GOAL OF THE EXERCISE >>
Find the string "Avenue" in the data, and copy out each line that has it.

(Collection entries)
============

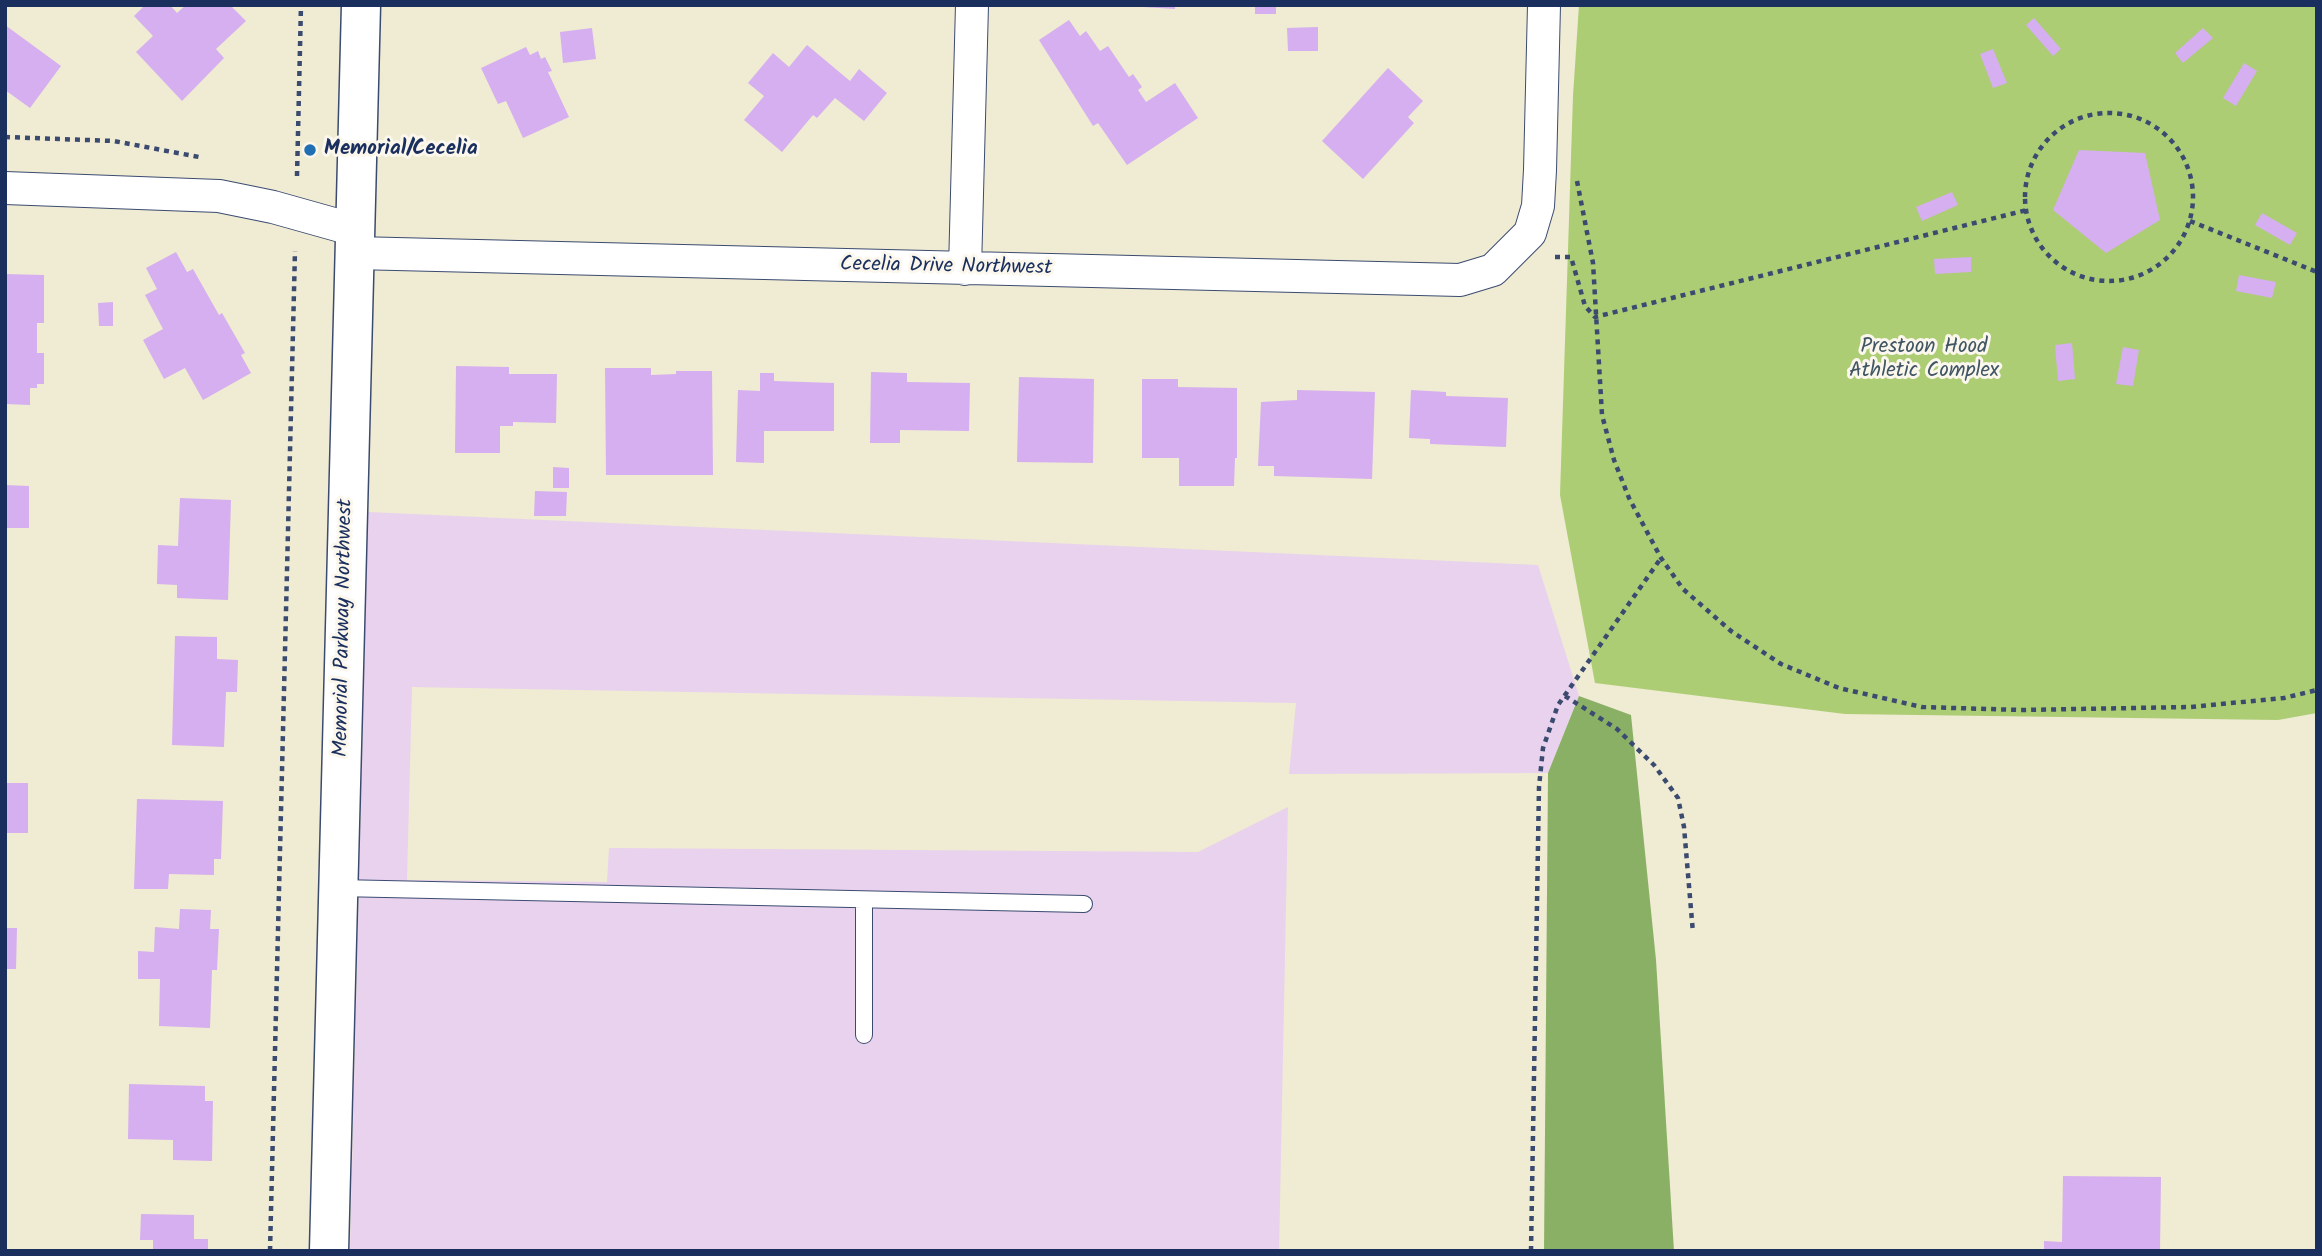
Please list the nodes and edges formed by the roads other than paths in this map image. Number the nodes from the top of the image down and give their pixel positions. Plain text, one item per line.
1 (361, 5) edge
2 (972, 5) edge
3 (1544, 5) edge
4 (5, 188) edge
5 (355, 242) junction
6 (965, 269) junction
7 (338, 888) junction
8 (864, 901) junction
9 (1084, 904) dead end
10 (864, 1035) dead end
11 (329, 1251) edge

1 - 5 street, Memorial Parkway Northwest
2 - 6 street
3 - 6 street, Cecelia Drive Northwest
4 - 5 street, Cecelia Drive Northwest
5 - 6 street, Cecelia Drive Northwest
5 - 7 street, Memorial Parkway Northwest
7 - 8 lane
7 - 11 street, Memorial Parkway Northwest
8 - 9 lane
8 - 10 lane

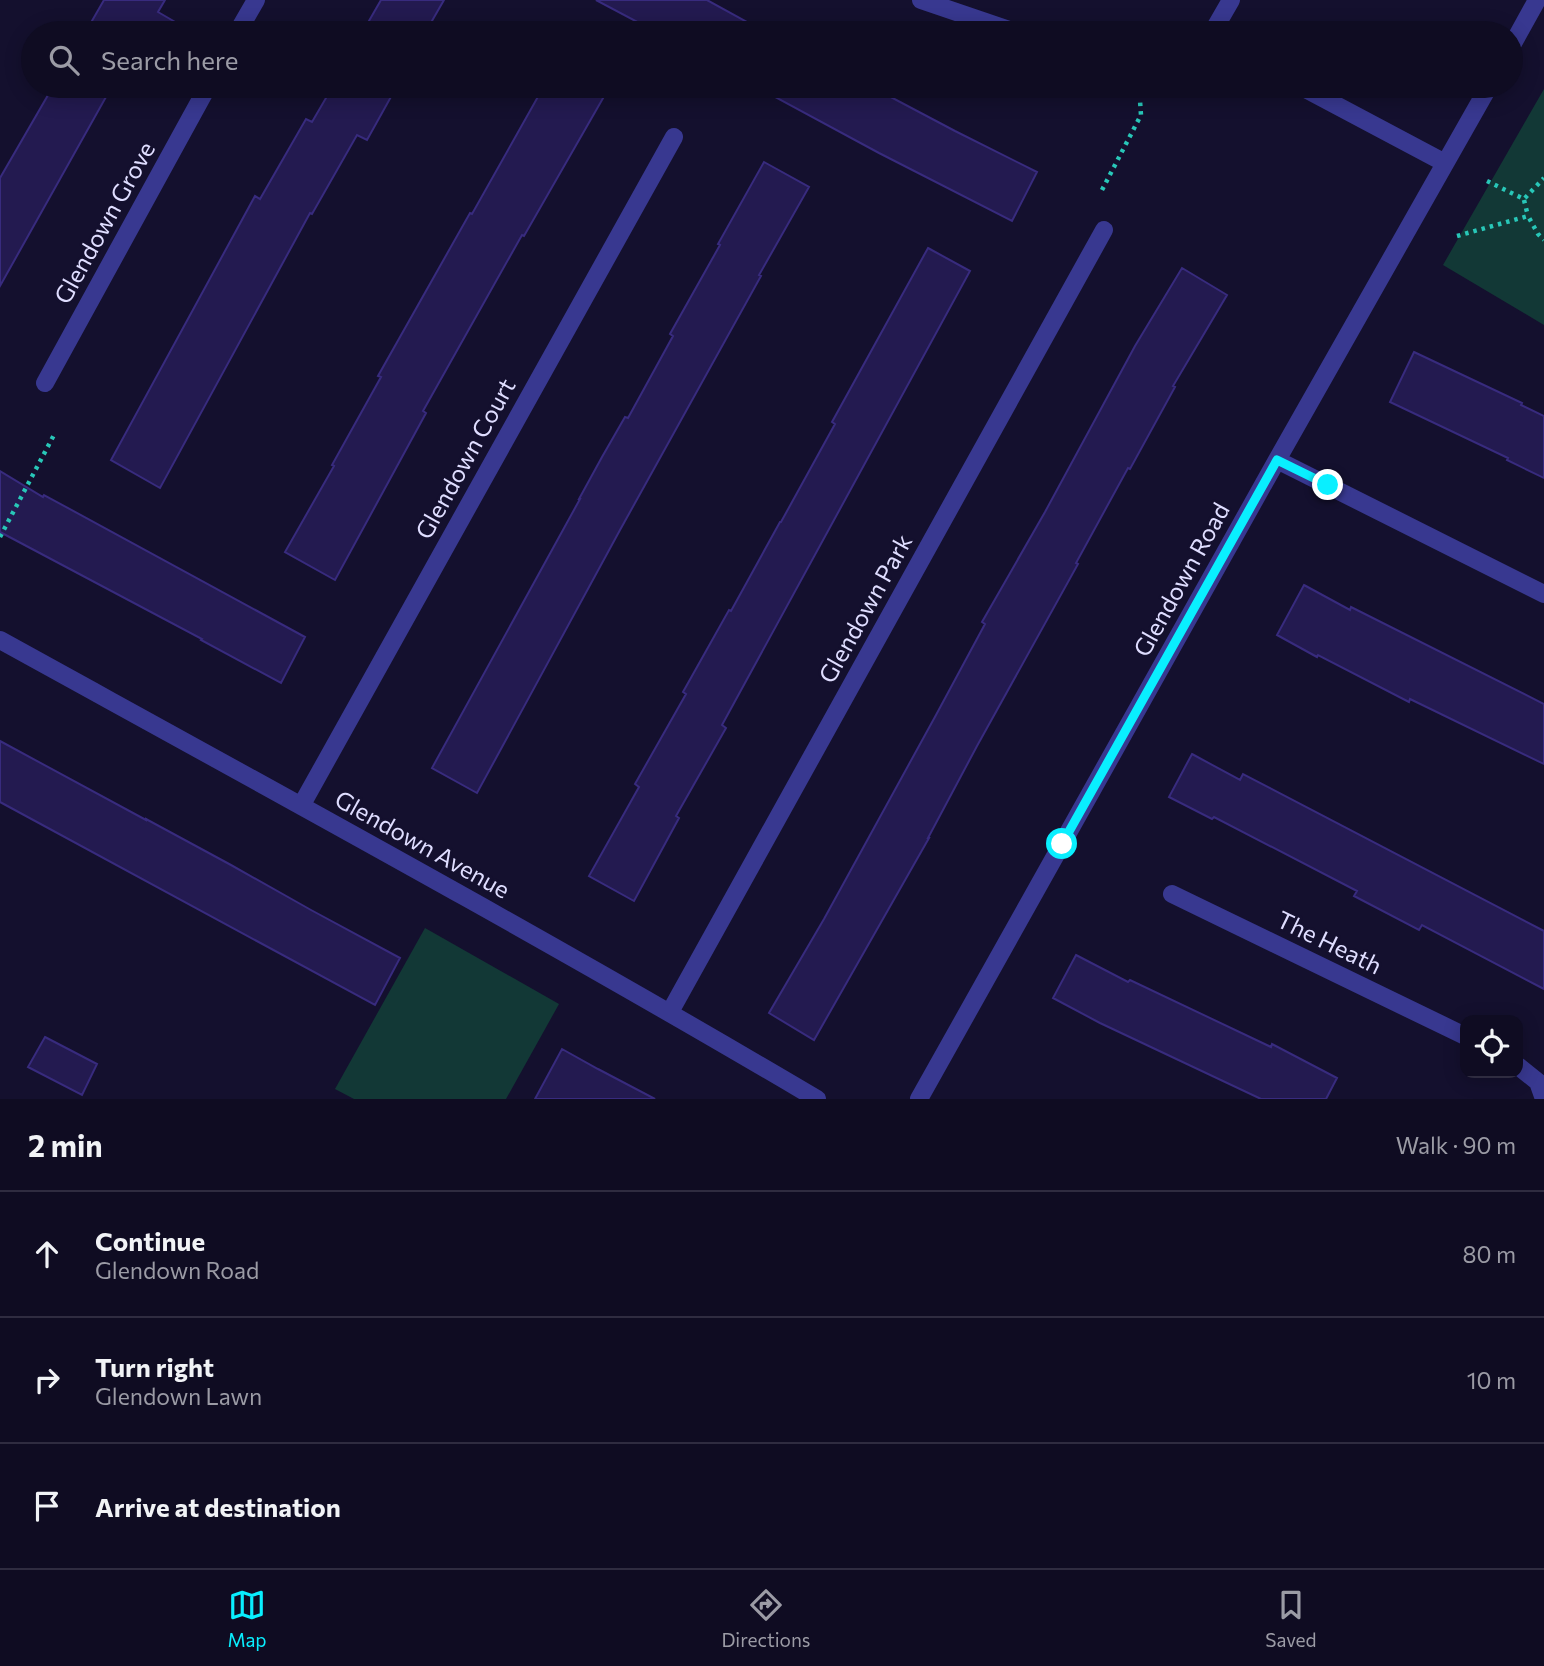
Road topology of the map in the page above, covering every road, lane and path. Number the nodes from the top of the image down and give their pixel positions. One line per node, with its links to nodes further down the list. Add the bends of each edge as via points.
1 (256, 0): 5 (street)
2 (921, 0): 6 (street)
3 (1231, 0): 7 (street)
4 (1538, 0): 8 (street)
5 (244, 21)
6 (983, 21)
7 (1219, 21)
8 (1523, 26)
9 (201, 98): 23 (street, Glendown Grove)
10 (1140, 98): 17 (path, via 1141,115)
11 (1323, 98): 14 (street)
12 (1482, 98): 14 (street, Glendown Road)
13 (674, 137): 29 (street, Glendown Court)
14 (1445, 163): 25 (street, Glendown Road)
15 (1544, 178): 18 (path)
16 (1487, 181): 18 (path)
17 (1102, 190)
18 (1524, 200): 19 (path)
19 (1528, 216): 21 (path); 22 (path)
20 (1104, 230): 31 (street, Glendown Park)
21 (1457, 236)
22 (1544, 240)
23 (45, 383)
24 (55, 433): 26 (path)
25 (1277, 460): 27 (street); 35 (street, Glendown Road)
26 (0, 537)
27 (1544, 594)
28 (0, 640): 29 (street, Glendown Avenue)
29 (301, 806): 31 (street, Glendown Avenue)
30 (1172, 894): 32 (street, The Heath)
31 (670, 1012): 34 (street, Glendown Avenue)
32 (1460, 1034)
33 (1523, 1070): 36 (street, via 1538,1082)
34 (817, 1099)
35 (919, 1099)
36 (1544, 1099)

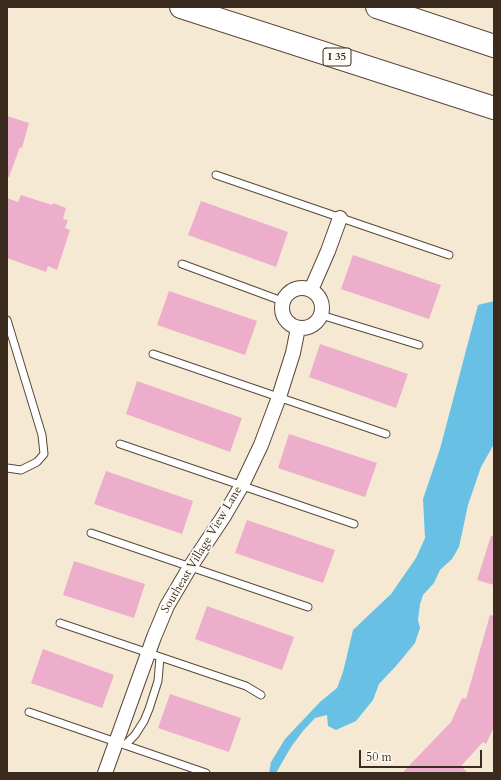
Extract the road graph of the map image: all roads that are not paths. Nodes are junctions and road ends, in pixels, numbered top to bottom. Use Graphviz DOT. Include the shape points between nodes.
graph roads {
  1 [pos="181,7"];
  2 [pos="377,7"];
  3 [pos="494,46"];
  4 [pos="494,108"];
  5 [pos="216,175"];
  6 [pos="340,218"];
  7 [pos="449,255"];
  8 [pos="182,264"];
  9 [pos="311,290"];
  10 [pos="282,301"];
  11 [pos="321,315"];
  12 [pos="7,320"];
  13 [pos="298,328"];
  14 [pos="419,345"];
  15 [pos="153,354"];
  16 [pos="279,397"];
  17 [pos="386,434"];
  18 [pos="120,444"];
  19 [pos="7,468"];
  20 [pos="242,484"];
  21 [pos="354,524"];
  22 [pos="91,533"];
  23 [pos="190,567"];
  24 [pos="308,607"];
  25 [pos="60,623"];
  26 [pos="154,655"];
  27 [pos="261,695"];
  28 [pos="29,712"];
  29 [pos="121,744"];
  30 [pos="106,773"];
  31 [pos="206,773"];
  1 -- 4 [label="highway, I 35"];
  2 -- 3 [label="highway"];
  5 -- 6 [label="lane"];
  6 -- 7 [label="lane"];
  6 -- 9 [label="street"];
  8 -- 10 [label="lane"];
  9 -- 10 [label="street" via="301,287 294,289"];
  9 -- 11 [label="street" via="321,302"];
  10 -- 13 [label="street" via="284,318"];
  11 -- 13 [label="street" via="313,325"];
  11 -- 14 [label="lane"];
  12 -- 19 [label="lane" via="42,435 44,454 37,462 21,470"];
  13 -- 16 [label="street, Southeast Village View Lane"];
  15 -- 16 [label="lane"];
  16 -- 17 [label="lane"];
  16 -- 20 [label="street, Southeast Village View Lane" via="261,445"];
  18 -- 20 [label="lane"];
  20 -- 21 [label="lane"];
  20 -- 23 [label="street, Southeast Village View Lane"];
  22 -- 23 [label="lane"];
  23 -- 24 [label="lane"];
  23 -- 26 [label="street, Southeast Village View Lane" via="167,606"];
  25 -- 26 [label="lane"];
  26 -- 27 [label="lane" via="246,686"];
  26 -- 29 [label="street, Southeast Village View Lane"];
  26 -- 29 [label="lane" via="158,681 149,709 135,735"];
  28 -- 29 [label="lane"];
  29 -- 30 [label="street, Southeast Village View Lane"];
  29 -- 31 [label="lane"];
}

============

ANSWER SECTION >>
28 (0, 640): 29 (street, Glendown Avenue)
29 (301, 806): 31 (street, Glendown Avenue)
31 (670, 1012): 34 (street, Glendown Avenue)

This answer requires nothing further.